The recently released SANS Institute 2015 Analytics and Intelligence Survey revealed that the demand for cybersecurity tools and resources has doubled since 2014. The majority of the 476 respondents (59 percent) cited a lack of skills and dedicated resources as the main obstacles to discovering and acting on cybersecurity incidents and breaches.
Finding these skillsets in today’s marketplace is difficult due to incredibly high demand for top talent that understands system information and event management (SIEM) systems and correlation, forensics, event management, and now, with analytics in the mix, pattern analysis across large diverse datasets, according to the SANS survey commissioned by security tools provider DomainTools.
The skill shortage challenge was ranked third by 30% of respondents in the 2014 survey, indicating that this problem is actually getting worse.
“There is absolutely a dearth of skilled analysts who have familiarity with network technology and the kinds of threat intelligence analytics that come from endpoint devices,” says Tim Chen, CEO of DomainTools. These analysts would need the skills to detect anomalies and take the appropriate measures to respond to incidents. However, that is just one piece of the human capital chain, he says.
Security professionals are pulling various data feeds and log and event data from disparate systems into databases where they can perform advance analytics. Engineers are needed to write application programming interfaces and connect systems together on the backend so security operators can actually analyze the data. That is an often overlooked skillset, Chen says.
Only 3% of organizations in the SANs survey say their analytics and intelligence processes for pattern recognition are fully automated, and another 6% report having a "highly automated" intelligence and analytics environment.
By leveraging technologies and automation, organizations can better distribute their security operations teams’ workloads, putting senior staff to work on more advanced threats, and at the same time, foster the recruitment of top talent.
Many manual processes being performed by senior SOC staff could be automated, including the weeding out false alarms, the generation of responses to help tickets, and the generation of reports that give information about key metrics such as detection success or false-positives, security experts say.
Security vendors are well aware of the need to write rules into their products that can help security professionals better prioritize alerts, says Tim Helming, director of product management with DomainTools. Some of the skills that are most valuable are hard to quantify because they come with judgement, intuition, and experience, and the analyst develops a sixth sense about alerts, which is tough to gauge during the hiring process, he says.
Workforce development crucial
Technology is just one way to address the cybersecurity skills gap. Workforce development is also paramount in addressing the problem, says Richard Spires, CEO of Learning Tree International, Inc. and a former chief information officer of the Department of Homeland Security.
“Clearly there are not enough people who have the skill competency to fill all the jobs in cybersecurity. You can’t hire your way out of this problem,” Spires says.

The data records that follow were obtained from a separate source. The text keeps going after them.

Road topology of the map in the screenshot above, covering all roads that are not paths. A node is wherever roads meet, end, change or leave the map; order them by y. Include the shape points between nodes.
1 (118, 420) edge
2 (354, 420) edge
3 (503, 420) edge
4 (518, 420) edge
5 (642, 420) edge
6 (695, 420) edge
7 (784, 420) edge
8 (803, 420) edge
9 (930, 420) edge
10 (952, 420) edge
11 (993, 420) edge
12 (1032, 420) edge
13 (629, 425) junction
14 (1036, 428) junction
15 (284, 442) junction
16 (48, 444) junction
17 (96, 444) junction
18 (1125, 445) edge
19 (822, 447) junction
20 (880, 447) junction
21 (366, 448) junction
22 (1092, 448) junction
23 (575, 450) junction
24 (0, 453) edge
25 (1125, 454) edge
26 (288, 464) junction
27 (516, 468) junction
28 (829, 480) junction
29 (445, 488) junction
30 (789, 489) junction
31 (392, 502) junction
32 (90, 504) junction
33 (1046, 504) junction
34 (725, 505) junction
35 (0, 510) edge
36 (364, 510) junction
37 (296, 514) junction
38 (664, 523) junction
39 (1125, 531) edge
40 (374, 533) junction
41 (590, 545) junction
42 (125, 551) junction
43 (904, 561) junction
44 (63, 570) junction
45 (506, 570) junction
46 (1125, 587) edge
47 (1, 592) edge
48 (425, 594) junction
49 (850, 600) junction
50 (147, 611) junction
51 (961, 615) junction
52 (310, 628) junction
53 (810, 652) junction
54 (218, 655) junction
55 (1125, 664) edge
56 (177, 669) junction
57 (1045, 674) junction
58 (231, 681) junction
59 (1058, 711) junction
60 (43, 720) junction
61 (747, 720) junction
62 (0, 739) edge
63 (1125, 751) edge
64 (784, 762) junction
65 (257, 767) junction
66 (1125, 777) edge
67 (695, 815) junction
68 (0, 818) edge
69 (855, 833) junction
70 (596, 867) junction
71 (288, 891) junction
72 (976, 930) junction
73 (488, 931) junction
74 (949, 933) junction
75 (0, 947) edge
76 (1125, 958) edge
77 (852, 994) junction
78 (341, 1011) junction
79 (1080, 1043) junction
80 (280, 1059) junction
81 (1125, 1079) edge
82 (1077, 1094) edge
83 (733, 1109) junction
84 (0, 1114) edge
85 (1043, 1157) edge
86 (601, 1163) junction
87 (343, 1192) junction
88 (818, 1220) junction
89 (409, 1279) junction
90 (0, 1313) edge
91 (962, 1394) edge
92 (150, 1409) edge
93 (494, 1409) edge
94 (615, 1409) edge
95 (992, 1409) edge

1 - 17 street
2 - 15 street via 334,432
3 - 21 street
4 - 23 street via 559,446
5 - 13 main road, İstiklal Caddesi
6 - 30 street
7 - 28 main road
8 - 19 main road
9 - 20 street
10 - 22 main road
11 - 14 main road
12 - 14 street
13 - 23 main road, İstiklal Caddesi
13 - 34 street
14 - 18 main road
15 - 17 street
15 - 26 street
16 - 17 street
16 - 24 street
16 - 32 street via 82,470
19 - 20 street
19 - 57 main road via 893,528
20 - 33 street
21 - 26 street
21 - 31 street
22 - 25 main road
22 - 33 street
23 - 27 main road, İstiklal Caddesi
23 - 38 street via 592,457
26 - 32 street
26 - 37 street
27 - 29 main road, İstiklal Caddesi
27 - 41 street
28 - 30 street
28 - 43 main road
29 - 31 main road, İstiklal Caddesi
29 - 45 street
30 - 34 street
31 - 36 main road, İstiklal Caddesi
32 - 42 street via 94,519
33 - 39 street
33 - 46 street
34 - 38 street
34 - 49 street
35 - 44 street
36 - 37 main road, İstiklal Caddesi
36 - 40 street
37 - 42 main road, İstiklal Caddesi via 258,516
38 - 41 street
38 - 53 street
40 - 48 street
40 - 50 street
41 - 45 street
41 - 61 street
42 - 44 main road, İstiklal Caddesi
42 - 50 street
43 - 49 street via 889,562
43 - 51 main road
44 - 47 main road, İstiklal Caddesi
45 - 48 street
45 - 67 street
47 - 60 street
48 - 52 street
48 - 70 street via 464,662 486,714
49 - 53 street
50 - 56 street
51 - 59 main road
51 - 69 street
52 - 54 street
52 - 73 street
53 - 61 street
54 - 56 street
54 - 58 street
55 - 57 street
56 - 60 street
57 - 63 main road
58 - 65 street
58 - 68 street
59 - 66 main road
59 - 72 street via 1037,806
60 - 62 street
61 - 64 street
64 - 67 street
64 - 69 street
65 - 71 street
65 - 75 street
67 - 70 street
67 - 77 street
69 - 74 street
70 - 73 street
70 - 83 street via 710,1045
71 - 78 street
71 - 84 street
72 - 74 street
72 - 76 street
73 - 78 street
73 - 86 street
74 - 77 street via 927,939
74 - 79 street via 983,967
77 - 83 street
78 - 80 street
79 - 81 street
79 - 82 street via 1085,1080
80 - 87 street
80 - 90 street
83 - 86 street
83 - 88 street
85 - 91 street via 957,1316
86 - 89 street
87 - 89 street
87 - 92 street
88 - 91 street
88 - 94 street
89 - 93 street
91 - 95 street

The IT management and training company recently launched IT Workforce Optimization Solutions, a comprehensive suite of services designed to help IT management plan, develop, and implement strategies to build and sustain high-performing IT organizations. The goal is to help IT organizations develop a culture to support professional development of their staff with an emphasis on skill assessment, individual development plans, training, mentoring, and matching people with the right assignments.
Security pros often get hired away once they reach a certain level of competency, so a key factor in development of individuals is how to retain them and help them feel they are part of a team.
The workforce solutions and services are based on the National Cybersecurity Workforce Framework as defined by the National Initiative for Cybersecurity Education (NICE) and the Skills Framework for the Information Age, which maps the skills of the workforce with the needs of a business.
Automation of technology is an important aspect of the equation to develop and retain skilled analysts, but everything cannot be automated given the complexity of IT environments, Spires says.
“You need on-the-job training to really understand data sets over time,” so once analysts learn about their systems and what is normal, they can automate tasks. However, with today’s IT environments, you still need the human element in the loop to help.
“I don’t see that changing for some time because of the complexity of our environments,” Spires says.